The women's 10 metre air rifle event at the 2016 Summer Olympics took place on 6 August 2016 at the National Shooting Center.

The event consisted of two rounds: a qualifier and a final. In the qualifier, each shooter fired 40 shots with an air rifle at 10 metres distance from the standing position. Scores for each shot were in increments of . 1, with a maximum score of 10.9.

The top 8 shooters in the qualifying round moved on to the final round. There, they fired an additional 20 shots. These shots scored in increments of .1, with a maximum score of 10.9.

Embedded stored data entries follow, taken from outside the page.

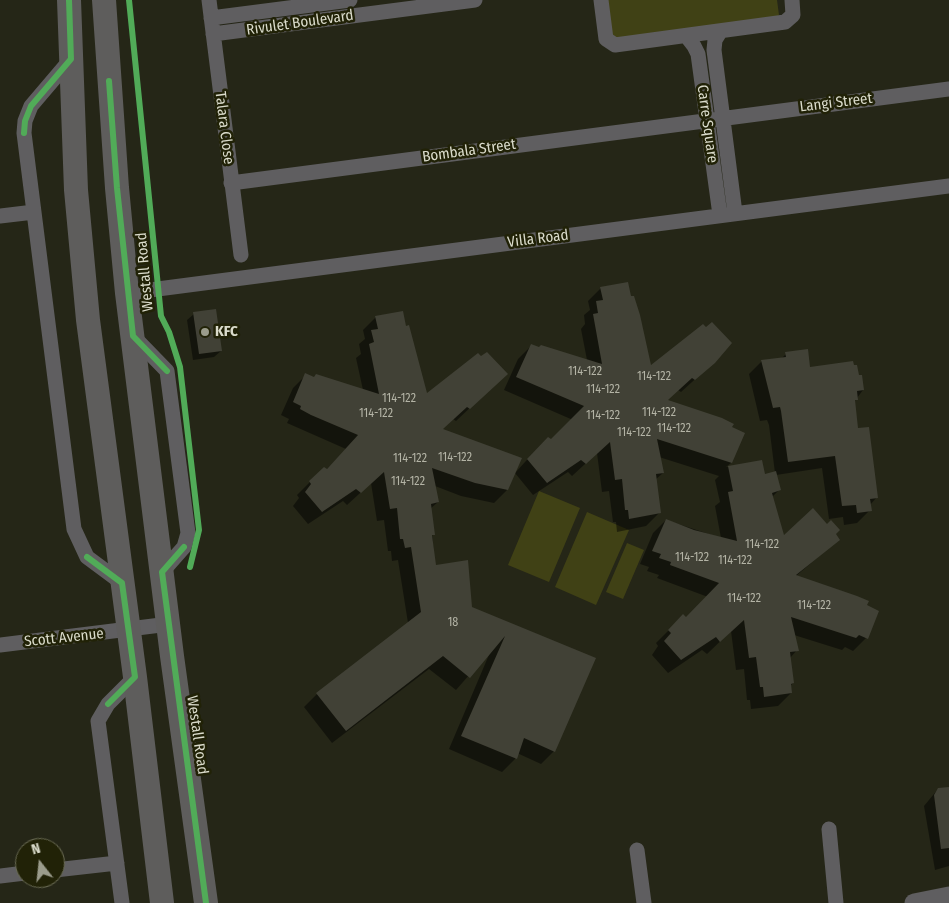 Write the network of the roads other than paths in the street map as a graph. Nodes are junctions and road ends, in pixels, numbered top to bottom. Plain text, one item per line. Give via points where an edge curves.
1 (68, 0) edge
2 (104, 0) edge
3 (209, 0) edge
4 (350, 0) edge
5 (475, 0) edge
6 (601, 0) edge
7 (792, 0) edge
8 (431, 3) edge
9 (211, 18) junction
10 (720, 32) junction
11 (213, 34) junction
12 (686, 37) junction
13 (71, 59) junction
14 (949, 89) edge
15 (722, 118) junction
16 (707, 120) junction
17 (231, 184) junction
18 (949, 186) edge
19 (34, 212) junction
20 (735, 213) junction
21 (720, 215) junction
22 (0, 216) edge
23 (241, 255) dead end
24 (127, 293) junction
25 (133, 336) junction
26 (162, 572) junction
27 (122, 583) junction
28 (169, 624) junction
29 (128, 631) junction
30 (0, 645) edge
31 (135, 677) junction
32 (829, 829) dead end
33 (200, 844) junction
34 (637, 850) dead end
35 (117, 864) junction
36 (65, 869) edge
37 (15, 874) edge
38 (0, 876) edge
39 (949, 896) edge
40 (122, 903) edge
41 (162, 903) edge
42 (206, 903) edge
43 (221, 903) edge
44 (644, 903) edge
45 (836, 903) edge
46 (914, 903) edge

1 - 13 main road
2 - 24 main road, Westall Road
3 - 9 street, Talara Close
4 - 9 street, Rivulet Boulevard
5 - 8 street, Rivulet Boulevard
6 - 12 street via 605,34 612,44
7 - 10 street via 792,15 784,22
8 - 11 street, Rivulet Boulevard
9 - 11 street, Talara Close
10 - 12 street
10 - 15 street, Carre Square via 714,50
11 - 17 street, Talara Close
12 - 16 street, Carre Square via 698,54
13 - 19 street via 32,106 25,121
13 - 27 main road via 76,190 88,320
14 - 15 street, Langi Street
15 - 16 street, Langi Street
15 - 20 street, Carre Square
16 - 17 street, Bombala Street
16 - 21 street, Carre Square
17 - 23 street, Talara Close
18 - 20 street, Villa Road
19 - 22 street
19 - 27 street via 74,529 87,557
20 - 21 street, Villa Road
21 - 24 street, Villa Road
24 - 25 main road, Westall Road
25 - 26 main road, Westall Road
25 - 26 street via 167,370 188,533 184,547
26 - 28 main road, Westall Road
27 - 29 main road
28 - 29 street, Scott Avenue
28 - 33 main road, Westall Road
29 - 30 street, Scott Avenue
29 - 31 main road
31 - 35 street via 108,704 98,721
31 - 41 main road
32 - 45 street
33 - 42 main road, Westall Road
33 - 43 main road
34 - 44 street
35 - 36 street
35 - 40 street
37 - 38 street
39 - 46 street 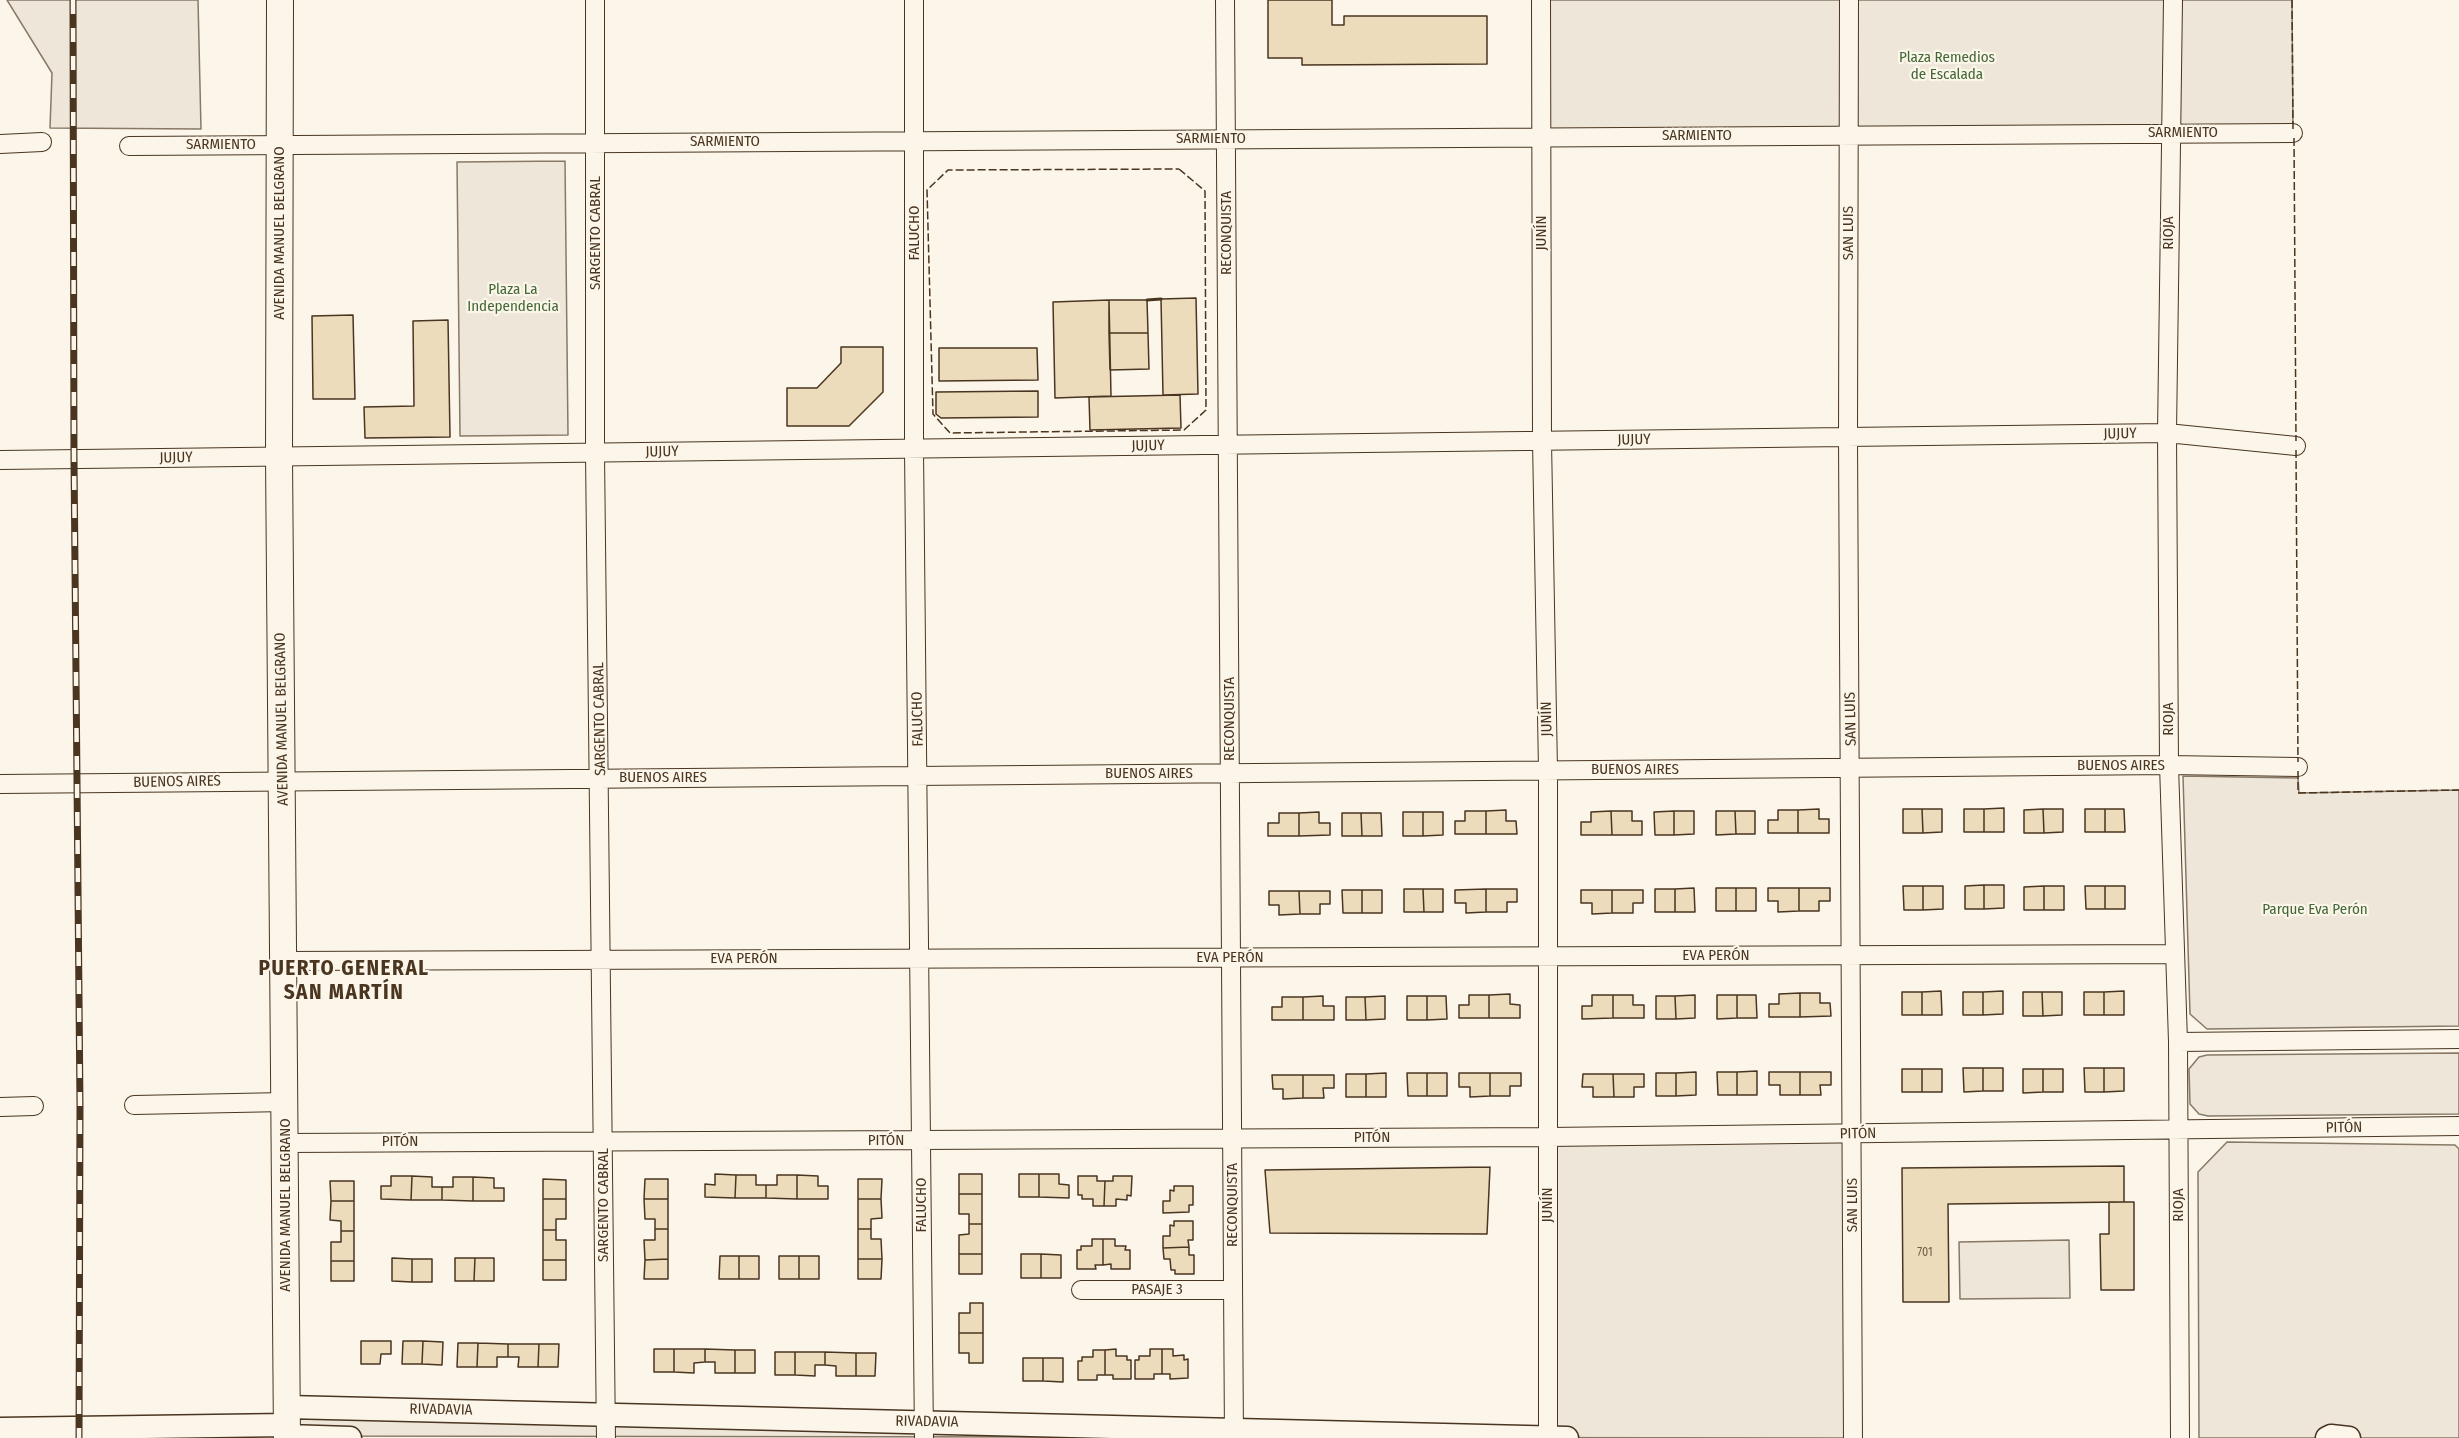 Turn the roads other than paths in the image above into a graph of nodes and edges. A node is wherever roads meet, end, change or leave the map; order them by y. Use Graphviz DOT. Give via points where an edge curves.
graph roads {
  1 [pos="280,0"];
  2 [pos="595,0"];
  3 [pos="914,0"];
  4 [pos="1225,0"];
  5 [pos="1541,0"];
  6 [pos="1849,0"];
  7 [pos="2173,0"];
  8 [pos="2169,133"];
  9 [pos="2294,133"];
  10 [pos="1850,135"];
  11 [pos="1542,137"];
  12 [pos="1226,139"];
  13 [pos="915,141"];
  14 [pos="42,142"];
  15 [pos="596,143"];
  16 [pos="0,144"];
  17 [pos="281,145"];
  18 [pos="129,146"];
  19 [pos="2167,433"];
  20 [pos="1848,437"];
  21 [pos="1542,441"];
  22 [pos="1228,445"];
  23 [pos="2296,446"];
  24 [pos="914,449"];
  25 [pos="595,453"];
  26 [pos="279,457"];
  27 [pos="0,460"];
  28 [pos="2169,765"];
  29 [pos="2298,767"];
  30 [pos="1851,768"];
  31 [pos="1548,770"];
  32 [pos="1230,773"];
  33 [pos="919,776"];
  34 [pos="601,778"];
  35 [pos="283,781"];
  36 [pos="0,784"];
  37 [pos="2175,954"];
  38 [pos="1852,955"];
  39 [pos="1548,956"];
  40 [pos="920,958"];
  41 [pos="1231,958"];
  42 [pos="602,960"];
  43 [pos="285,961"];
  44 [pos="2459,1039"];
  45 [pos="2178,1042"];
  46 [pos="285,1102"];
  47 [pos="134,1105"];
  48 [pos="34,1106"];
  49 [pos="0,1107"];
  50 [pos="2459,1126"];
  51 [pos="2179,1130"];
  52 [pos="1852,1134"];
  53 [pos="1548,1137"];
  54 [pos="1232,1139"];
  55 [pos="922,1141"];
  56 [pos="604,1142"];
  57 [pos="285,1143"];
  58 [pos="1081,1290"];
  59 [pos="1233,1290"];
  60 [pos="606,1414"];
  61 [pos="286,1427"];
  62 [pos="0,1429"];
  63 [pos="924,1430"];
  64 [pos="1234,1434"];
  65 [pos="350,1438"];
  66 [pos="606,1438"];
  67 [pos="1548,1438"];
  68 [pos="1567,1438"];
  69 [pos="1853,1438"];
  70 [pos="2180,1438"];
  71 [pos="2327,1438"];
  72 [pos="2349,1438"];
  1 -- 17 [label="main road, AVENIDA MANUEL BELGRANO"];
  2 -- 15 [label="street, SARGENTO CABRAL"];
  3 -- 13 [label="street, FALUCHO"];
  4 -- 12 [label="street, RECONQUISTA"];
  5 -- 11 [label="street, JUNÍN"];
  6 -- 10 [label="street, SAN LUIS"];
  7 -- 8 [label="street, RIOJA"];
  8 -- 9 [label="street, SARMIENTO"];
  8 -- 10 [label="street, SARMIENTO"];
  8 -- 19 [label="street, RIOJA"];
  10 -- 11 [label="street, SARMIENTO"];
  10 -- 20 [label="street, SAN LUIS"];
  11 -- 12 [label="street, SARMIENTO"];
  11 -- 21 [label="street, JUNÍN"];
  12 -- 13 [label="street, SARMIENTO"];
  12 -- 22 [label="street, RECONQUISTA"];
  13 -- 15 [label="street, SARMIENTO"];
  13 -- 24 [label="street, FALUCHO"];
  14 -- 16 [label="street"];
  15 -- 17 [label="street, SARMIENTO"];
  15 -- 25 [label="street, SARGENTO CABRAL"];
  17 -- 18 [label="street, SARMIENTO"];
  17 -- 26 [label="main road, AVENIDA MANUEL BELGRANO"];
  19 -- 20 [label="street, JUJUY"];
  19 -- 23 [label="street, JUJUY"];
  19 -- 28 [label="street, RIOJA"];
  20 -- 21 [label="street, JUJUY"];
  20 -- 30 [label="street, SAN LUIS"];
  21 -- 22 [label="street, JUJUY"];
  21 -- 31 [label="street, JUNÍN"];
  22 -- 24 [label="street, JUJUY"];
  22 -- 32 [label="street, RECONQUISTA"];
  24 -- 25 [label="street, JUJUY"];
  24 -- 33 [label="street, FALUCHO"];
  25 -- 26 [label="street, JUJUY"];
  25 -- 34 [label="street, SARGENTO CABRAL"];
  26 -- 27 [label="street, JUJUY"];
  26 -- 35 [label="main road, AVENIDA MANUEL BELGRANO"];
  28 -- 29 [label="street, BUENOS AIRES"];
  28 -- 30 [label="street, BUENOS AIRES"];
  28 -- 37 [label="street, RIOJA"];
  30 -- 31 [label="street, BUENOS AIRES"];
  30 -- 38 [label="street, SAN LUIS"];
  31 -- 32 [label="street, BUENOS AIRES"];
  31 -- 39 [label="street, JUNÍN"];
  32 -- 33 [label="street, BUENOS AIRES"];
  32 -- 41 [label="street, RECONQUISTA"];
  33 -- 34 [label="street, BUENOS AIRES"];
  33 -- 40 [label="street, FALUCHO"];
  34 -- 35 [label="street, BUENOS AIRES"];
  34 -- 42 [label="street, SARGENTO CABRAL"];
  35 -- 36 [label="street, BUENOS AIRES"];
  35 -- 43 [label="main road, AVENIDA MANUEL BELGRANO"];
  37 -- 38 [label="street, EVA PERÓN"];
  37 -- 45 [label="street, RIOJA"];
  38 -- 39 [label="street, EVA PERÓN"];
  38 -- 52 [label="street, SAN LUIS"];
  39 -- 41 [label="street, EVA PERÓN"];
  39 -- 53 [label="street, JUNÍN"];
  40 -- 41 [label="street, EVA PERÓN"];
  40 -- 42 [label="street, EVA PERÓN"];
  40 -- 55 [label="street, FALUCHO"];
  41 -- 54 [label="street, RECONQUISTA"];
  42 -- 43 [label="street, EVA PERÓN"];
  42 -- 56 [label="street, SARGENTO CABRAL"];
  43 -- 46 [label="main road, AVENIDA MANUEL BELGRANO"];
  44 -- 45 [label="street"];
  45 -- 51 [label="street, RIOJA"];
  46 -- 47 [label="street"];
  46 -- 57 [label="main road, AVENIDA MANUEL BELGRANO"];
  48 -- 49 [label="street"];
  50 -- 51 [label="street, PITÓN"];
  51 -- 52 [label="street, PITÓN"];
  51 -- 70 [label="street, RIOJA"];
  52 -- 53 [label="street, PITÓN"];
  52 -- 69 [label="street, SAN LUIS"];
  53 -- 54 [label="street, PITÓN"];
  53 -- 67 [label="street, JUNÍN"];
  54 -- 55 [label="street, PITÓN"];
  54 -- 59 [label="street, RECONQUISTA"];
  55 -- 56 [label="street, PITÓN"];
  55 -- 63 [label="street, FALUCHO"];
  56 -- 57 [label="street, PITÓN"];
  56 -- 60 [label="street, SARGENTO CABRAL"];
  57 -- 61 [label="main road, AVENIDA MANUEL BELGRANO"];
  58 -- 59 [label="street, PASAJE 3"];
  59 -- 64 [label="street, RECONQUISTA"];
  60 -- 61 [label="street, RIVADAVIA"];
  60 -- 63 [label="street, RIVADAVIA"];
  60 -- 66 [label="street, SARGENTO CABRAL"];
  61 -- 62 [label="street, RIVADAVIA"];
  61 -- 65 [label="street, RIVADAVIA"];
  63 -- 64 [label="street, RIVADAVIA"];
  64 -- 67 [label="street, RIVADAVIA"];
  67 -- 68 [label="street, RIVADAVIA"];
  71 -- 72 [label="street"];
} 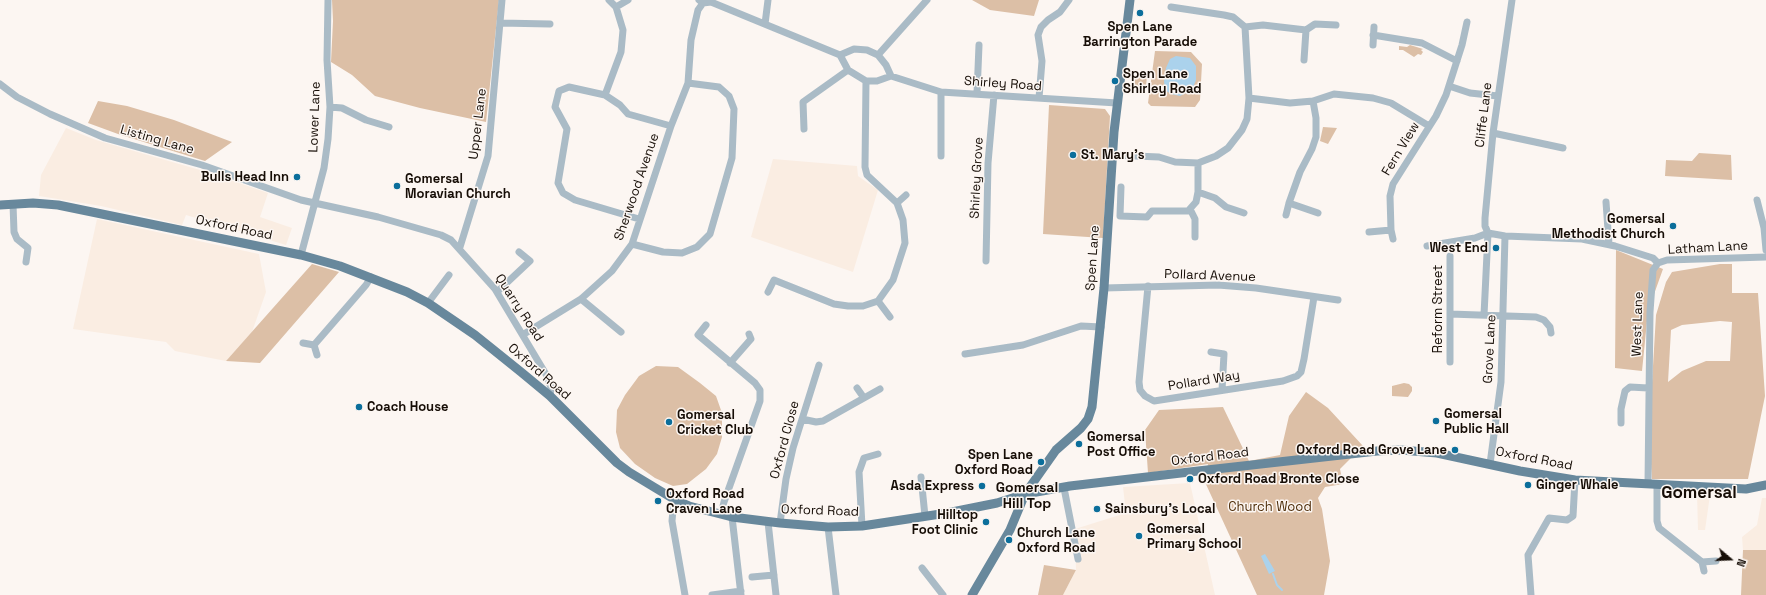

19 year-old shooter Virginia Thrasher won the event with the score of 208.0, breaking the Olympic record and became the first gold-medalist of 2016 Summer Olympics

The medals were presented by Thomas Bach, IOC President and Olegario Vázquez Raña, President of the International Shooting Sport Federation.

==Records==
Prior to this competition, the existing world and Olympic records were as follows.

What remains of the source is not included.